An independent haemostatic mechanism: shear induced platelet aggregation.

We have published (1) evidence indicating that high shearing forces alone applied to platelets expose and activate a unique domain on glycoprotein IIb/IIIa (GPIIb/IIIa) at the platelet surface. In the presence of von Willebrand's factor (vWf) and divalent cations the platelets will aggregate. This paper reviews the extensive literature on high shear effects. It describes a device in which high shear produced by forcing heparinised whole blood through a complex filter normally results in platelet activation; the platelets aggregate and then block the filter. This system is inhibited by antibodies to GPIIb/IIIa and to vWf: fibrinogen is apparently not involved. The same antibodies to GPIIb/IIIa and vWf prevent high shear induced thrombosis occurring in vivo in animal models. The filter blockage is not influenced by aspirin, heparin and ticlopidine and so involves a different mechanism from the aspirin sensitive mechanisms involved in clinical thrombosis prevention in vivo in man. While there are a number of unexplained phenomena in this global test nevertheless this filter model is a simple way of studying a recently recognised pathway which is almost certainly involved in thrombogenesis in man.

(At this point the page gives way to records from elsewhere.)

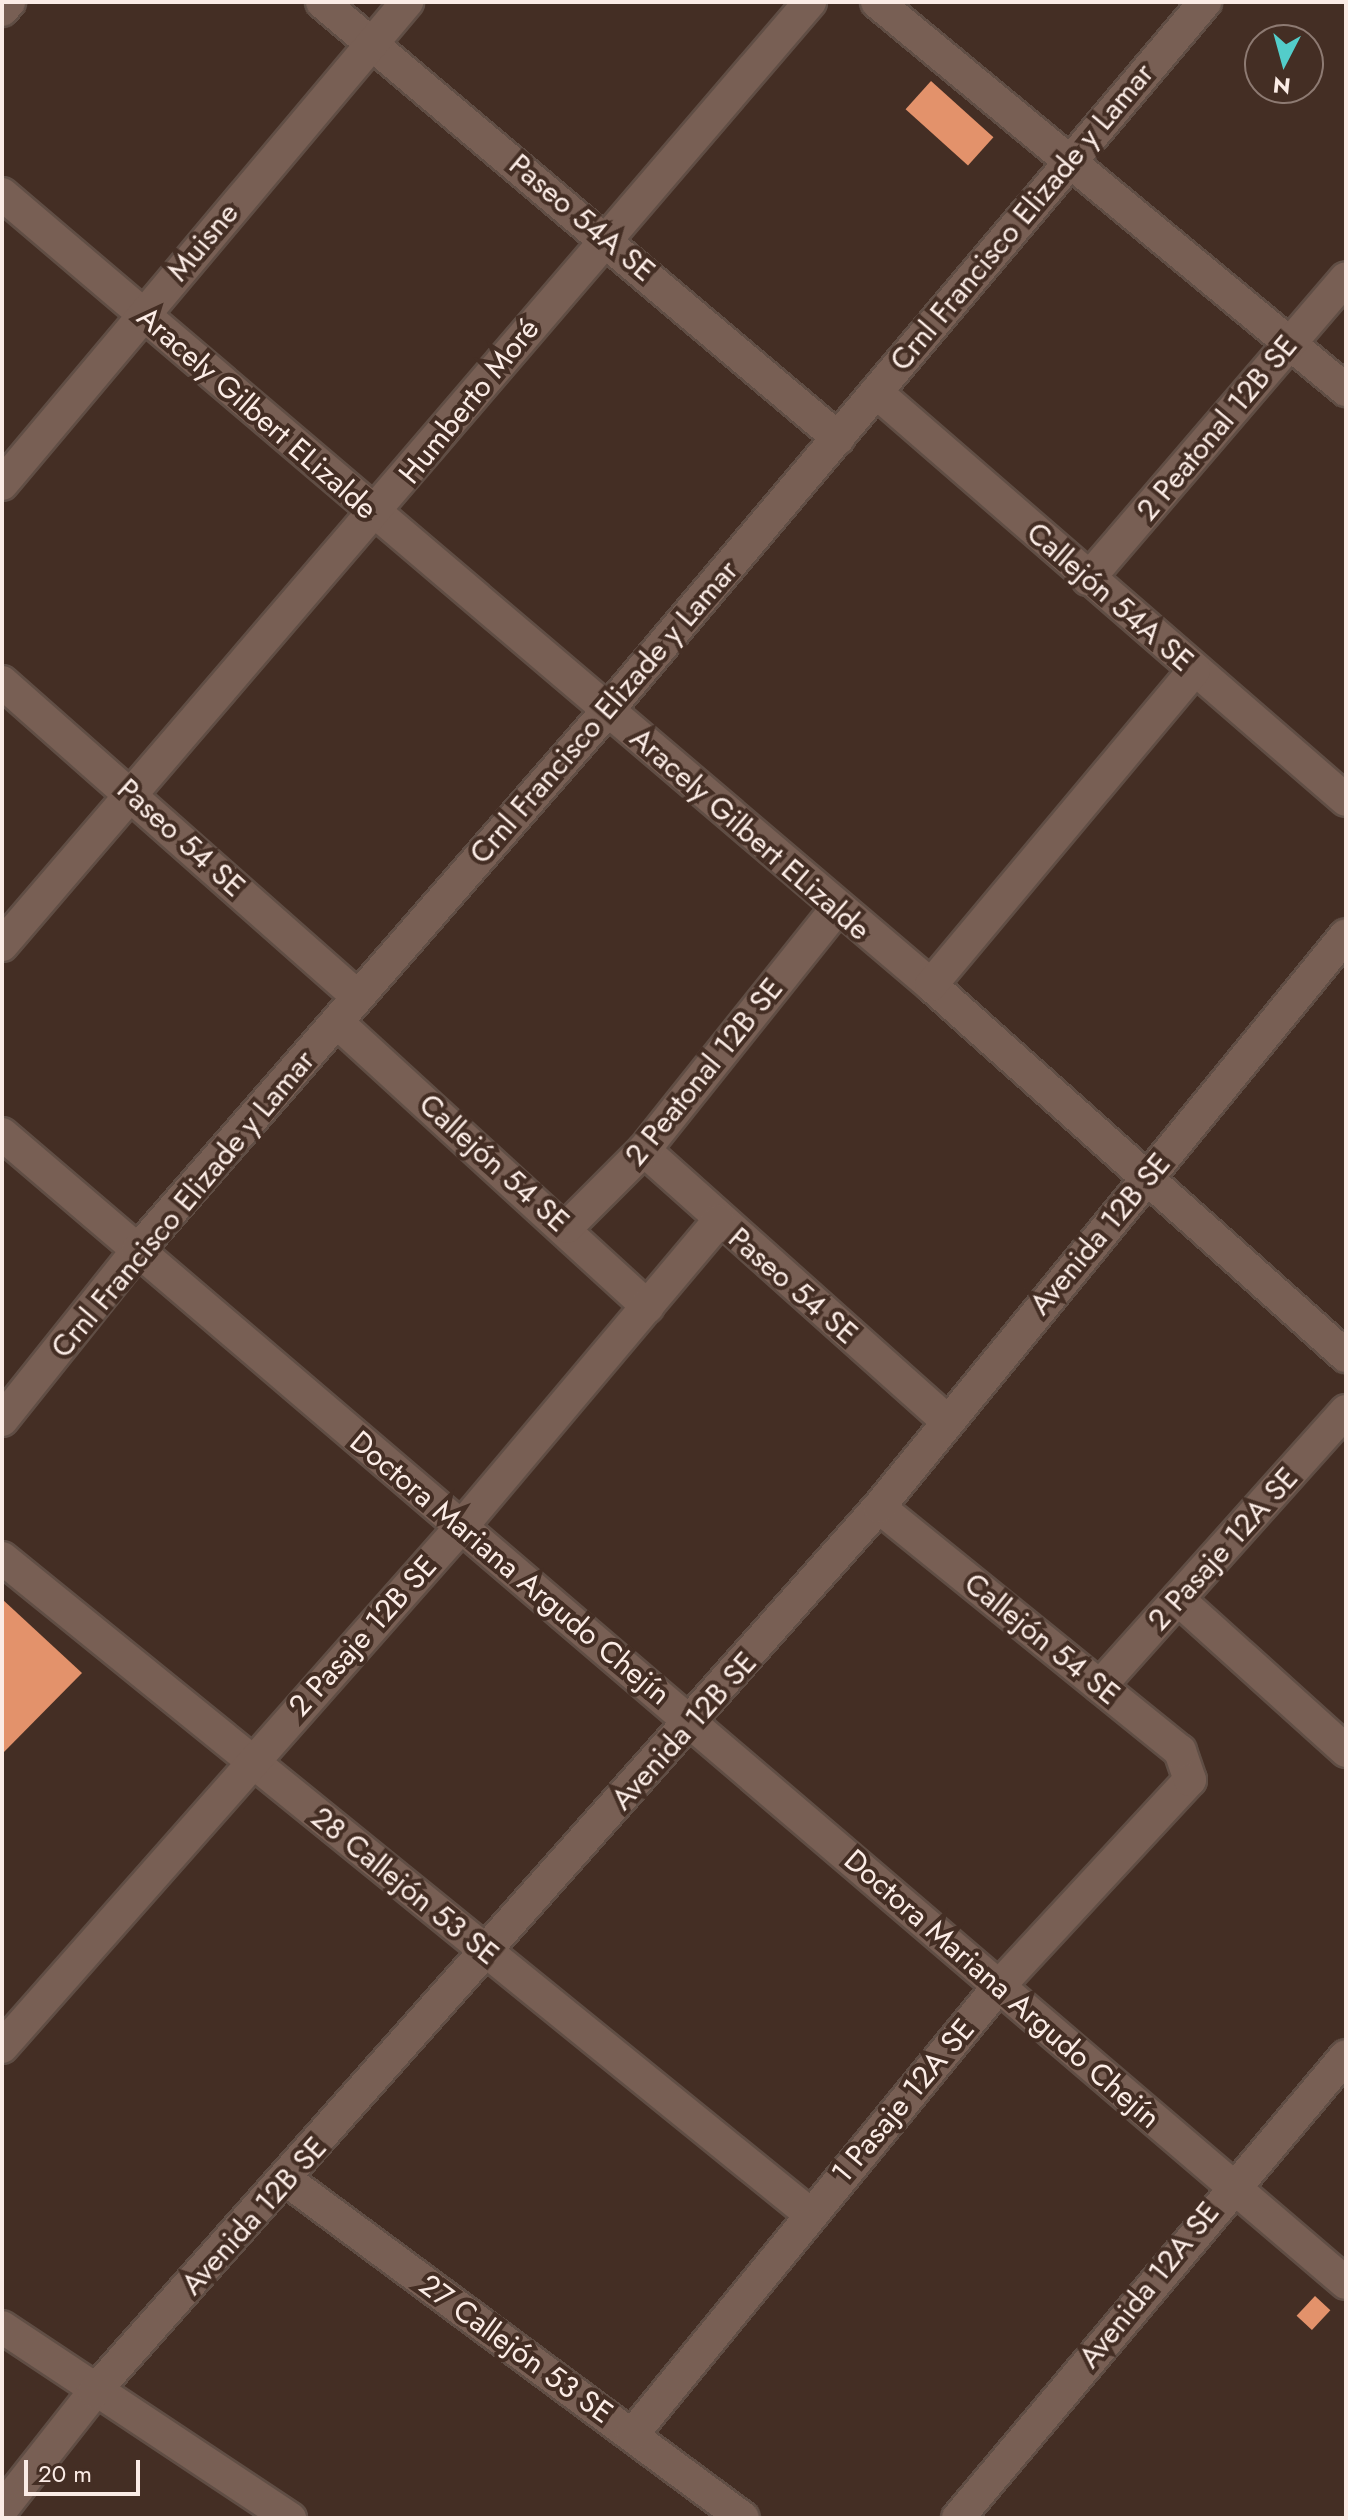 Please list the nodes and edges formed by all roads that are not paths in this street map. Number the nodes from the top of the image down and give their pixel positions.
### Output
1 (9, 2) edge
2 (322, 2) edge
3 (407, 2) edge
4 (810, 2) edge
5 (877, 2) edge
6 (1205, 2) edge
7 (2, 10) edge
8 (371, 43) junction
9 (1067, 158) junction
10 (2, 194) edge
11 (605, 236) junction
12 (1346, 278) edge
13 (144, 313) junction
14 (1291, 341) junction
15 (1346, 390) edge
16 (876, 392) junction
17 (838, 438) junction
18 (2, 484) edge
19 (375, 517) junction
20 (1088, 579) junction
21 (1194, 670) junction
22 (2, 682) edge
23 (607, 711) junction
24 (134, 794) junction
25 (1346, 800) edge
26 (835, 911) junction
27 (1346, 935) edge
28 (2, 945) edge
29 (931, 985) junction
30 (358, 997) junction
31 (338, 1023) junction
32 (2, 1134) edge
33 (644, 1150) junction
34 (1150, 1176) junction
35 (719, 1221) junction
36 (567, 1227) junction
37 (137, 1251) junction
38 (648, 1307) junction
39 (1346, 1356) edge
40 (1346, 1411) edge
41 (945, 1419) junction
42 (2, 1420) edge
43 (879, 1507) junction
44 (462, 1526) junction
45 (2, 1558) edge
46 (1178, 1599) junction
47 (1100, 1686) junction
48 (693, 1724) junction
49 (1346, 1751) edge
50 (249, 1761) junction
51 (1190, 1780) joint
52 (484, 1950) junction
53 (999, 1986) junction
54 (2, 2047) edge
55 (1346, 2056) edge
56 (288, 2181) junction
57 (1231, 2185) junction
58 (810, 2214) junction
59 (1346, 2283) edge
60 (2, 2327) edge
61 (94, 2392) junction
62 (632, 2435) junction
63 (2, 2509) edge
64 (290, 2518) edge
65 (743, 2518) edge
66 (958, 2518) edge

1 - 7 street
2 - 8 street, Paseo 54A SE
3 - 8 street, Muisne
4 - 11 street, Humberto Moré
5 - 9 street
6 - 9 street, Crnl Francisco Elizade y Lamar
8 - 11 street, Paseo 54A SE
8 - 13 street, Muisne
9 - 14 street
9 - 16 street, Crnl Francisco Elizade y Lamar
10 - 13 street, Aracely Gilbert ELizalde
11 - 17 street, Paseo 54A SE
11 - 19 street, Humberto Moré
12 - 14 street, 2 Peatonal 12B SE
13 - 18 street, Muisne
13 - 19 street, Aracely Gilbert ELizalde
14 - 15 street
14 - 20 street, 2 Peatonal 12B SE
16 - 17 street, Crnl Francisco Elizade y Lamar
16 - 20 street, Callejón 54A SE
17 - 23 street, Crnl Francisco Elizade y Lamar
19 - 23 street, Aracely Gilbert ELizalde
19 - 24 street, Humberto Moré
20 - 21 street, Callejón 54A SE
21 - 25 street, Callejón 54A SE
21 - 29 street
22 - 24 street, Paseo 54 SE
23 - 26 street, Aracely Gilbert ELizalde
23 - 30 street, Crnl Francisco Elizade y Lamar
24 - 28 street, Humberto Moré
24 - 30 street, Paseo 54 SE
26 - 29 street, Aracely Gilbert ELizalde
26 - 33 street, 2 Peatonal 12B SE
27 - 34 street, Avenida 12B SE
29 - 34 street, Aracely Gilbert ELizalde
30 - 31 street, Crnl Francisco Elizade y Lamar
31 - 36 street, Callejón 54 SE
31 - 37 street, Crnl Francisco Elizade y Lamar
32 - 37 street, Doctora Mariana Argudo Chejín
33 - 35 street, Paseo 54 SE
33 - 36 street, 2 Peatonal 12B SE
34 - 39 street, Aracely Gilbert ELizalde
34 - 41 street, Avenida 12B SE
35 - 38 street, 2 Pasaje 12B SE
35 - 41 street, Paseo 54 SE
36 - 38 street, Callejón 54 SE
37 - 42 street, Crnl Francisco Elizade y Lamar
37 - 44 street, Doctora Mariana Argudo Chejín
38 - 44 street, 2 Pasaje 12B SE
40 - 46 street, 2 Pasaje 12A SE
41 - 43 street, Avenida 12B SE
43 - 47 street, Callejón 54 SE
43 - 48 street, Avenida 12B SE
44 - 48 street, Doctora Mariana Argudo Chejín
44 - 50 street, 2 Pasaje 12B SE
45 - 50 street, 28 Callejón 53 SE
46 - 47 street, 2 Pasaje 12A SE
46 - 49 street
47 - 51 street, Callejón 54 SE
48 - 52 street, Avenida 12B SE
48 - 53 street, Doctora Mariana Argudo Chejín
50 - 52 street, 28 Callejón 53 SE
50 - 54 street, 2 Pasaje 12B SE
51 - 53 street, 1 Pasaje 12A SE
52 - 56 street, Avenida 12B SE
52 - 58 street, 28 Callejón 53 SE
53 - 57 street, Doctora Mariana Argudo Chejín
53 - 58 street, 1 Pasaje 12A SE
55 - 57 street, Avenida 12A SE
56 - 61 street, Avenida 12B SE
56 - 62 street, 27 Callejón 53 SE
57 - 59 street, Doctora Mariana Argudo Chejín
57 - 66 street, Avenida 12A SE
58 - 62 street, 1 Pasaje 12A SE
60 - 61 street
61 - 63 street, Avenida 12B SE
61 - 64 street
62 - 65 street, 27 Callejón 53 SE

Shear stress activation of platelet glycoprotein IIb/IIIa plus von Willebrand factor causes aggregation: filter blockage and the long bleeding time in von Willebrand's disease.

The article explores the finding that high shear alone applied to normal, native blood results in platelet aggregation. A filter with tortuous capillary-sized channels permits a study of the effect of shearing forces at different pressures. Native, heparinized, citrated and EDTA blood and platelet-rich plasma (PRP) were forced through the filter. Normal and von Willebrand's blood were studied, as were the effects of antibodies to platelet glycoproteins (GPr) and to von Willebrand's factor (vWf) and of "membrane-active" drugs. Normally, the filter blocked at 40 mmHg but not at 5 mmHg. Transmission electronmicroscopy of the filter at 40 mmHg showed blockage by platelet aggregates. Initially, the mean transit time through the filter was 8 milliseconds. Platelet retention in the filter occurred in two phases. From 0 to 3 seconds, only high-shear, vWf, and GPrIIb/IIIa were required. From 10 to 20 seconds, retention presumably involved these three attributes, but divalent cations were also essential. Only this phase was inhibited by some membrane-active drugs. ADP- and thrombin-induced aggregation requires GPrIIb/IIIaand fibrinogen. Shear-induced blocking of the filter by blood with a normal concentration of fibrinogen requires GPrIIb/IIIa and vWf. This indicates a different type of exposure of GPrIIb/IIIa. The long bleeding time in vW disease highlights the absolute requirement for vWf and emphasizes the difference in exposure of GPrIIb/IIIa induced by shear stress. Evidently, a process similar to that occurring in the filter is required in normal capillary hemostasis.